This algorithm uses trie data structure for time efficient pattern matching for a given pattern in given text. You might want to visit previous posts for more details about trie data structure,constructing a trie, insertion and search algorithms, its comparison with other data structures. In the previous posts, we have also discussed KMP algorithm for pattern matching.

The first step of this algorithm is to construct a trie from given text. To construct this trie, all the suffixes of text are inserted into the trie. For example, if given text is "banana" then all suffixes that is "banana","anana","nana","ana","na","a" are inserted. The trie looks like below image after inserting these suffixes.
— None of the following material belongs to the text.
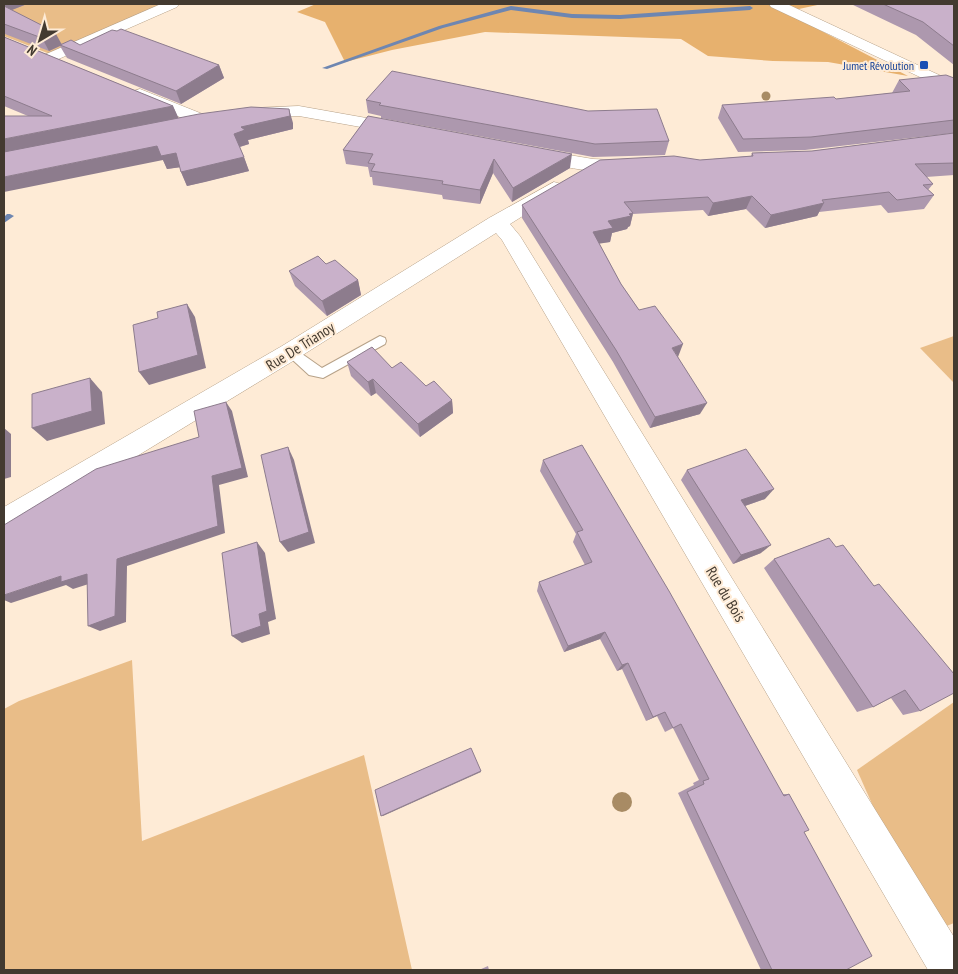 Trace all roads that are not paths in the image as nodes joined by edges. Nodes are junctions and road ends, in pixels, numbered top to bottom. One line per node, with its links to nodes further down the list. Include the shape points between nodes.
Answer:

At the time of insertion, each node also stores the indices where the character corresponding to that node occurs in the text and that character is the last character of the sub-string starting from root node. Let's call these indices magic-indices. For example, node 'b' stores index 0 since it occurs at index 0 in text "banana" for sub-string "b". Similarly, node 'a' at level-3 (in the path "root->a->n->a") stores indices 3,5 because letter 'a' is at index 3 and at index 5 in text "banana" and is the last character for sub-string "ana". Similarly, node 'n' at level-3 (path "root->n->a->n") stores index 4 because for substring "nan" it is the last character and it occurs at index 4 in text "banana". We will go through the modified insertion algorithm to understand how this can be easily done. But before that, we will go through the algorithm that uses this modified trie.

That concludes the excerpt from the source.